Against the efforts of the state government, an appeals court stayed a preliminary court injunction requiring the companies to classify drivers as employees before the litigation was over. That is, the appellate court effectively acceded to the companies’ pressure and allowed them to continue to pay drivers in California as independent contractors.

On October 22, less than two weeks before election day, the California Court of Appeals ruled against Uber and Lyft—but gave them 30 days to comply. The success of Proposition 22 has mooted the issue: henceforth, California app-based ride share and delivery drivers are to remain classified as independent contractors.

One survey of California voters by Capitol Weekly found that 40 percent of “yes” voters thought they were supporting gig workers’ ability to earn a living wage. A 21-year old university student Mars Sailors, told the Washington Post that he voted yes on Prop 22 “after receiving a slew of text messages on the measure, many touting health-care benefits,” which Sailors said affected his vote believing that it would guarantee drivers health care.

No doubt a contributing factor in the passage of Proposition 22 was the distrust among workers in relation to the unions which campaigned against it. These organizations want to collect dues from Uber, Lyft and other workers, so they can impose even more rotten conditions of work, pay and benefits than those that prevail already. Given the appalling record of the unions regarding their own members, their association with the “No on 22” campaign likely convinced many workers to vote “yes.”

The unions have presented the issue as a struggle for better wages and working conditions for workers but say nothing of the assault on workers with which the unions have collaborated systematically with employers for decades to extract concessions from workers. The trade unions seek employee status for gig workers in order to bring those workers into the unions, collect dues from them, and bring them under the sphere of influence of the Democratic Party.

The myth which has been put forward by the trade unions and the Democratic Party has been that under a Biden administration working conditions would improve. It is telling, however, that Uber’s Chief Legal Officer Tony West is a former Associate Attorney General under Obama and brother-in-law of incoming Vice President Kamala Harris.
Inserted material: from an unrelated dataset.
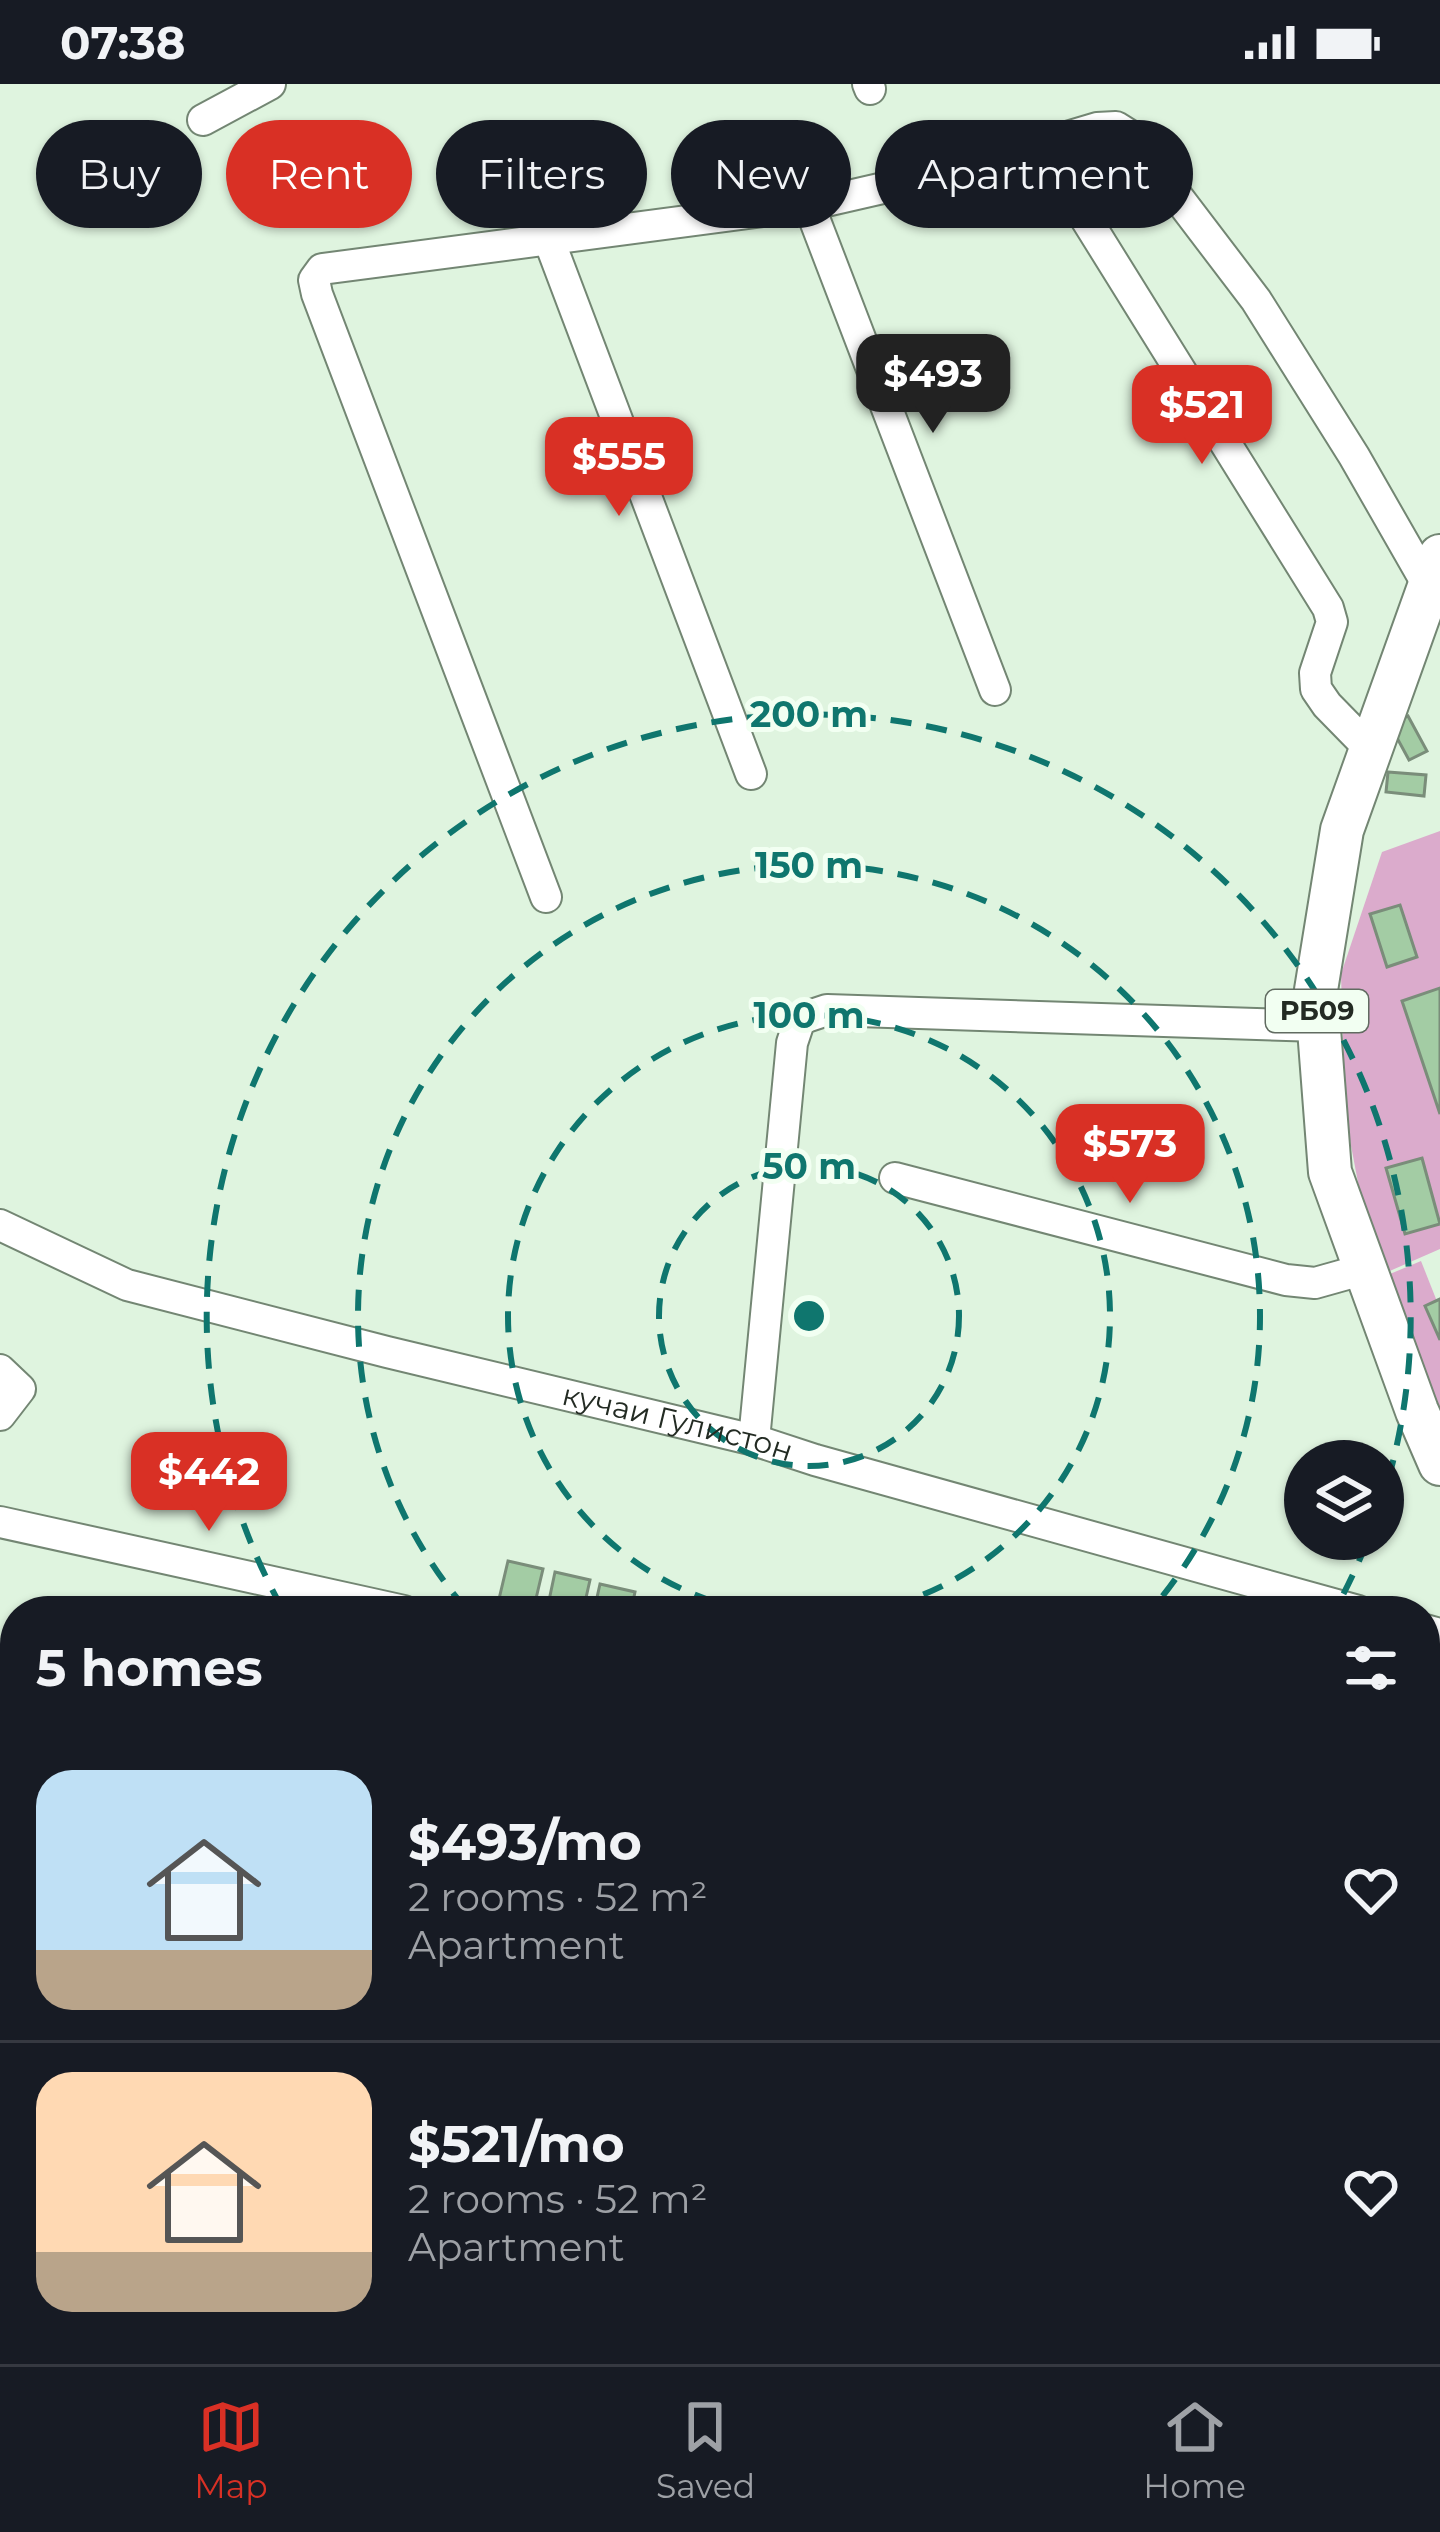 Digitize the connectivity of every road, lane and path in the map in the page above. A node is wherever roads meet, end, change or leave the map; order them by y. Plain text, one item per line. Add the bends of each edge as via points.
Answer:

The app-based giants have also donated heavily to the Democratic Party, with Uber donating $937,600, Lyft donating $163,936 to the Biden-Harris campaign in 2020 alone.

Workers must reject the entire framework offered by American capitalist politics, in which they are made to bear the entire burden of the social crisis which the ruling class, in its insatiable and reckless drive for profit, has caused. A successful struggle for the social rights associated with legal employee status must be based on a comprehensive political program that seeks to unite the working class internationally on a socialist basis.